The Life and Times of Rebel Journalist I.F. Stone

by Myra MacPherson

Pub Date: Sept. 1st, 2006
ISBN: 0-684-80713-0
Publisher: Scribner

“I don’t think the primary job of a free journalist in a free society is digging out the dirt. . . . The primary job is not to disgrace anybody or defame them, but to provide understanding.”

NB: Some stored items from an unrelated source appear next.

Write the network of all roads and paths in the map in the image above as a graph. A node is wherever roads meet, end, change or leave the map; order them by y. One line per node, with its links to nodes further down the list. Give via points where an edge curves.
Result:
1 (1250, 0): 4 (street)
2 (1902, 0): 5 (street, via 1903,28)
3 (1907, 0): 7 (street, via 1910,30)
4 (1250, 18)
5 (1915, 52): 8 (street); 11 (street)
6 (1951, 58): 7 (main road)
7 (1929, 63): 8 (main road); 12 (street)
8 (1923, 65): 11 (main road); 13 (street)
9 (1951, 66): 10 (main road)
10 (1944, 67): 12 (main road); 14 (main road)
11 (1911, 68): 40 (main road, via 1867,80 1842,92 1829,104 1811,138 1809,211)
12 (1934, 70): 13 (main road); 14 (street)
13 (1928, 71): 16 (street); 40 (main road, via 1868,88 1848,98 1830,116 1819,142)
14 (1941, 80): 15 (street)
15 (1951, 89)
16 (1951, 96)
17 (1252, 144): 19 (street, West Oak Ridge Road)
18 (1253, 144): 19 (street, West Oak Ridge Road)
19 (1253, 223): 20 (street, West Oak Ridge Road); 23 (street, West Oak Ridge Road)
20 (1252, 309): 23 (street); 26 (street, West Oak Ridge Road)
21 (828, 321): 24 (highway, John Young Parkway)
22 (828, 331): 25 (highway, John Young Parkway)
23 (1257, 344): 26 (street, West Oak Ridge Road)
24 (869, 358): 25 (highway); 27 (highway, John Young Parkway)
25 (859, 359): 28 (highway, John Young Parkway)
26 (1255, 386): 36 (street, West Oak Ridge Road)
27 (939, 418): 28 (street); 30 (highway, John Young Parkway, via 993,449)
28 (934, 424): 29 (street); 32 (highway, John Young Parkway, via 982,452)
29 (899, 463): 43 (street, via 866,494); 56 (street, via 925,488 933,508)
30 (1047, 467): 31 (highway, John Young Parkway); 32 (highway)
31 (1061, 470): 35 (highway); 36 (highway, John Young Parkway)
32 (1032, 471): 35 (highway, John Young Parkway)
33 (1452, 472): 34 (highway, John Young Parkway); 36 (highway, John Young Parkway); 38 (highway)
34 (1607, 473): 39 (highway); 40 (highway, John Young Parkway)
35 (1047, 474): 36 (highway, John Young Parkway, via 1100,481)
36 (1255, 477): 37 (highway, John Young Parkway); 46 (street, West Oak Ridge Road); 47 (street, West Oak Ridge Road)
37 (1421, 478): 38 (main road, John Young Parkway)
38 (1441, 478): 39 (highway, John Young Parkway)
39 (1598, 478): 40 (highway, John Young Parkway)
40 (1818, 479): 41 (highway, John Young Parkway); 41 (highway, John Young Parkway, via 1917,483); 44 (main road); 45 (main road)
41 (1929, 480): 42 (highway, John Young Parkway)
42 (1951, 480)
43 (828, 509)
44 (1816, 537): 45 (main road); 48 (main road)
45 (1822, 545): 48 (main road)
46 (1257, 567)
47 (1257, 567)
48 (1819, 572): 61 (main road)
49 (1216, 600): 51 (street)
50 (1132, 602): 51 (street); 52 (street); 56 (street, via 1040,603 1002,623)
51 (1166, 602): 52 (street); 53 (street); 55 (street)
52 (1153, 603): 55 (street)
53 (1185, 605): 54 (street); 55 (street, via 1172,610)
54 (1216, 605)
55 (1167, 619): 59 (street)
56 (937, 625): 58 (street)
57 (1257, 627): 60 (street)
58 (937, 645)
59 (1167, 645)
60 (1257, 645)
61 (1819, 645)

So said the fearless journalist Isador Feinstein Stone (1907–89), “Izzy” to his friends. Throughout his long life, writes MacPherson (She Came to Live Out Loud, 1999, etc.), Stone had fewer friends than enemies. He was hired as a newsman at the tender age of 15, thanks to a friendship with a wealthy patron that began over a smart-alecky remark and a volume of Spinoza; his devotion to the classics and fierce repartee would become lifelong trademarks. Stone went on to write for a range of liberal publications, including the short-lived PM, traveling illegally with Holocaust survivors to Palestine, later confounding his admirers by reporting on Palestinians displaced by the newcomers. He attained greater renown in the 1950s, when he tangled with Joe McCarthy, HUAC and Richard Nixon and was tagged a Communist for his troubles; MacPherson takes pains to refute the charge that Stone was a Soviet spy, reserving special scorn for Ann Coulter, “the Queen of Sleaze,” for reviving it recently. Stone was, of course, squarely on the left, though, in what he called the “time of torment” of Vietnam; he alienated New Leftists by his insistence on working within the system and by scorning protestors who used “such antics as displaying Vietcong flags, disrupting courtrooms, shouting obscenities and other obnoxious patterns of conduct.” (A niece of his, Weather Underground figure Kathy Boudin, would serve 22 years in prison for murder.) Proved right about official lies concerning Vietnam, Watergate and kindred matters, Stone gained enough readers of his famed Weekly to make him rich in old age—and something of an Establishment figure.

MacPherson is fearless herself in considering such contradictions as a muckraking millionaire, delivering a welcome and readable study of the influential journalist, ever missed.